Stored records:

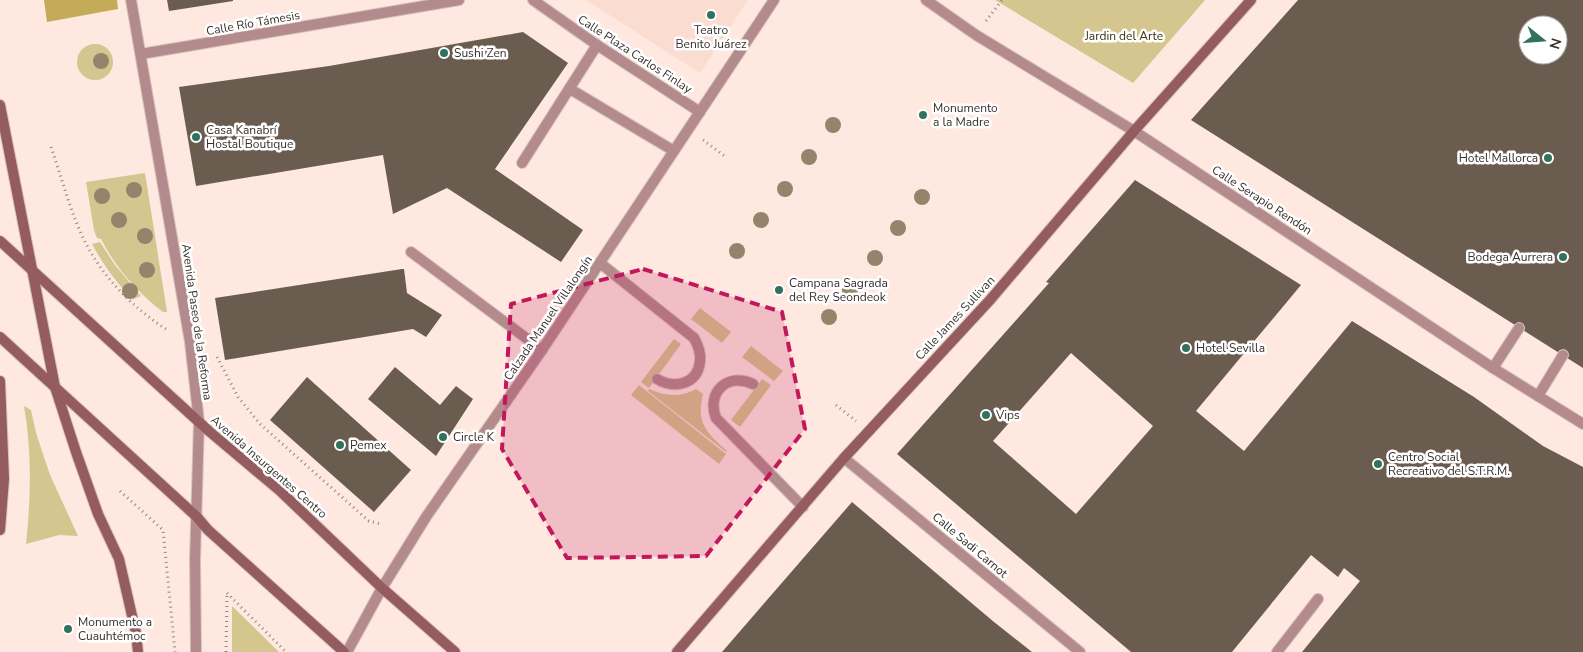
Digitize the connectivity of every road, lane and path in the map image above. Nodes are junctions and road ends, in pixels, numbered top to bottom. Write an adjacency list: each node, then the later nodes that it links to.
1 (131, 0): 10 (street, Avenida Paseo de la Reforma)
2 (459, 0): 10 (street, Calle Río Támesis)
3 (533, 0): 9 (street, Calle Plaza Carlos Finlay)
4 (774, 0): 13 (street, Calzada Manuel Villalongín)
5 (926, 0): 8 (street, Calle Serapio Rendón)
6 (1002, 0): 8 (path)
7 (1251, 0): 15 (main road, Calle James Sullivan)
8 (976, 35): 15 (street, Calle Serapio Rendón)
9 (597, 45): 11 (street); 13 (street, Calle Plaza Carlos Finlay)
10 (141, 54): 37 (street, Avenida Paseo de la Reforma)
11 (570, 89): 17 (street); 19 (street)
12 (0, 105): 23 (main road)
13 (700, 112): 14 (street, Calzada Manuel Villalongín)
14 (688, 130): 17 (street, Calzada Manuel Villalongín); 18 (path)
15 (1134, 131): 30 (street, Calle Serapio Rendón); 39 (main road, Calle James Sullivan)
16 (51, 147): 25 (path)
17 (674, 151): 22 (street, Calzada Manuel Villalongín)
18 (726, 157)
19 (522, 163)
20 (0, 241): 23 (main road, Avenida Insurgentes Centro)
21 (411, 252): 27 (street)
22 (600, 263): 27 (street, Calzada Manuel Villalongín); 31 (street)
23 (32, 270): 34 (main road); 37 (main road, Avenida Insurgentes Centro)
24 (1519, 328): 30 (street)
25 (174, 334)
26 (0, 337): 34 (main road)
27 (542, 350): 46 (street, Calzada Manuel Villalongín)
28 (1563, 355): 35 (street)
29 (217, 357): 44 (path)
30 (1494, 368): 35 (street, Calle Serapio Rendón)
31 (657, 379)
32 (0, 381): 45 (main road)
33 (753, 384): 42 (street)
34 (55, 387): 43 (main road); 48 (main road)
35 (1538, 396): 38 (street, Calle Serapio Rendón)
36 (836, 405): 39 (path)
37 (199, 422): 43 (street, Avenida Paseo de la Reforma); 46 (main road, Avenida Insurgentes Centro)
38 (1583, 424)
39 (868, 430): 40 (main road, Calle James Sullivan)
40 (844, 458): 42 (main road, Calle James Sullivan); 56 (street, Calle Sadi Carnot)
41 (120, 491): 49 (path)
42 (803, 507): 55 (main road, Calle James Sullivan)
43 (197, 518): 50 (street, Avenida Paseo de la Reforma); 53 (main road)
44 (381, 524)
45 (0, 530)
46 (382, 588): 53 (street, Calzada Manuel Villalongín); 54 (main road, Avenida Insurgentes Centro)
47 (1318, 600): 57 (street)
48 (138, 652)
49 (175, 652)
50 (196, 652)
51 (226, 652): 52 (path)
52 (286, 652)
53 (345, 652)
54 (455, 652)
55 (677, 652)
56 (1080, 652)
57 (1277, 652)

> **Activity**
Lines with "Carlos": find them in the data and copy each one.

> **Response box**
3 (533, 0): 9 (street, Calle Plaza Carlos Finlay)
9 (597, 45): 11 (street); 13 (street, Calle Plaza Carlos Finlay)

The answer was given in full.